─── EXERCISE DATA ───

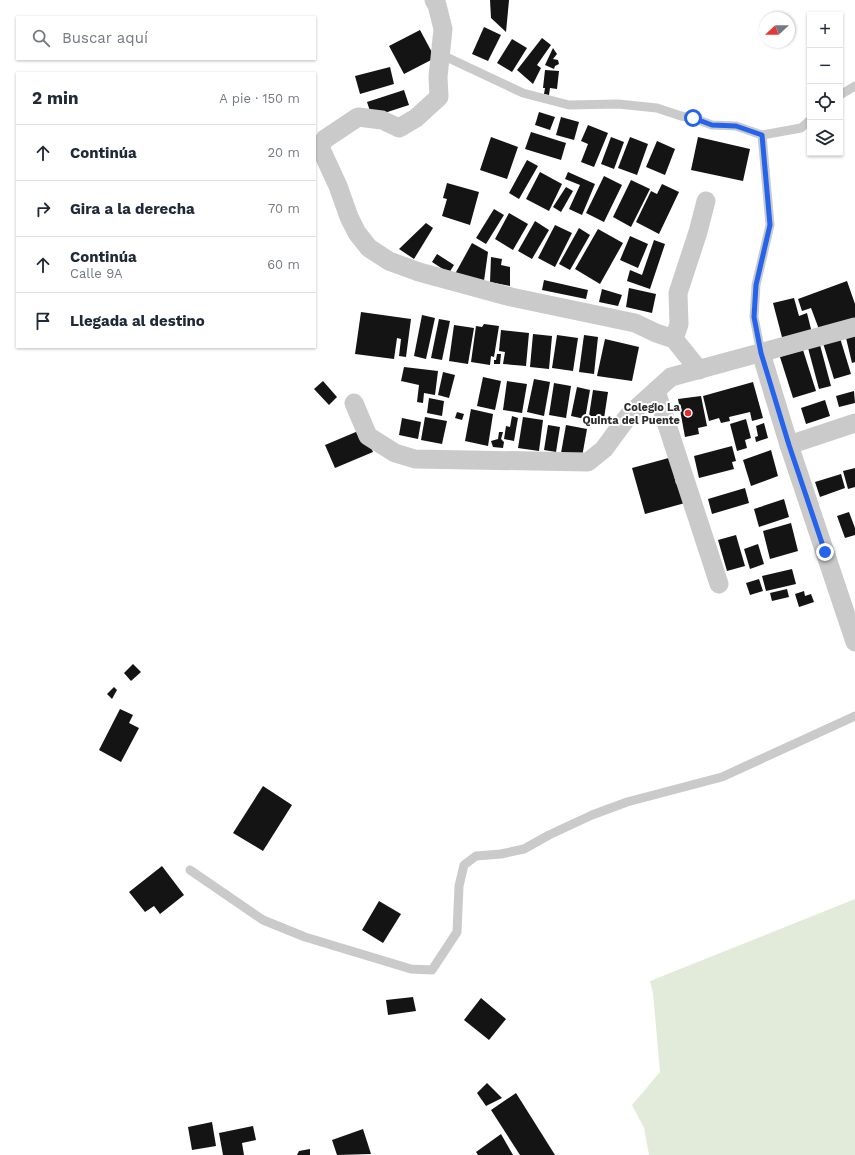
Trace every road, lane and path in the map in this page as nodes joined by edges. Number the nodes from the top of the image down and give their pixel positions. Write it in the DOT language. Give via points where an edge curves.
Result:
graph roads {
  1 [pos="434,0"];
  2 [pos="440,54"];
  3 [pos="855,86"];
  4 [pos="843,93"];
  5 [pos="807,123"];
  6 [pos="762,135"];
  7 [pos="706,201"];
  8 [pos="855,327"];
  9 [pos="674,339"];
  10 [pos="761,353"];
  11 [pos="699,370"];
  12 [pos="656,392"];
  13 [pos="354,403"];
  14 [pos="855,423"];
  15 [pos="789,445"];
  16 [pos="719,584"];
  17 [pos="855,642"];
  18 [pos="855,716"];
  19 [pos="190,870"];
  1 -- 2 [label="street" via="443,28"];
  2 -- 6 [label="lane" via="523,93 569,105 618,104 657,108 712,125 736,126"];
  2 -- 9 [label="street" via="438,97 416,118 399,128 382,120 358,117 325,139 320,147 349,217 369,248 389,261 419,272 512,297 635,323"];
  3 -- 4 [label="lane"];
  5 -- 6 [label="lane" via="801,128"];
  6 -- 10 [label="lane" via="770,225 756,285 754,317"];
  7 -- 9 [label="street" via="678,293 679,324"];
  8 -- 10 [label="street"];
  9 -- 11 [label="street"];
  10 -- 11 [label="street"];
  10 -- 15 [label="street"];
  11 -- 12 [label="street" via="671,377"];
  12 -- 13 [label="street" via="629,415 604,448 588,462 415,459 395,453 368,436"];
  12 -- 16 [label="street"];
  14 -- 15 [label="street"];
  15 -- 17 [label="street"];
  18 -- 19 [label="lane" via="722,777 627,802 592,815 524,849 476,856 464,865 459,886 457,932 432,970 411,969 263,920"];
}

───

Drop the images and return the data verbatim.

### ANSWER TO THIS PROBLEM
Trace every road, lane and path in the map in this page as nodes joined by edges. Number the nodes from the top of the image down and give their pixel positions. Write it in the DOT language. Give via points where an edge curves.
Result:
graph roads {
  1 [pos="434,0"];
  2 [pos="440,54"];
  3 [pos="855,86"];
  4 [pos="843,93"];
  5 [pos="807,123"];
  6 [pos="762,135"];
  7 [pos="706,201"];
  8 [pos="855,327"];
  9 [pos="674,339"];
  10 [pos="761,353"];
  11 [pos="699,370"];
  12 [pos="656,392"];
  13 [pos="354,403"];
  14 [pos="855,423"];
  15 [pos="789,445"];
  16 [pos="719,584"];
  17 [pos="855,642"];
  18 [pos="855,716"];
  19 [pos="190,870"];
  1 -- 2 [label="street" via="443,28"];
  2 -- 6 [label="lane" via="523,93 569,105 618,104 657,108 712,125 736,126"];
  2 -- 9 [label="street" via="438,97 416,118 399,128 382,120 358,117 325,139 320,147 349,217 369,248 389,261 419,272 512,297 635,323"];
  3 -- 4 [label="lane"];
  5 -- 6 [label="lane" via="801,128"];
  6 -- 10 [label="lane" via="770,225 756,285 754,317"];
  7 -- 9 [label="street" via="678,293 679,324"];
  8 -- 10 [label="street"];
  9 -- 11 [label="street"];
  10 -- 11 [label="street"];
  10 -- 15 [label="street"];
  11 -- 12 [label="street" via="671,377"];
  12 -- 13 [label="street" via="629,415 604,448 588,462 415,459 395,453 368,436"];
  12 -- 16 [label="street"];
  14 -- 15 [label="street"];
  15 -- 17 [label="street"];
  18 -- 19 [label="lane" via="722,777 627,802 592,815 524,849 476,856 464,865 459,886 457,932 432,970 411,969 263,920"];
}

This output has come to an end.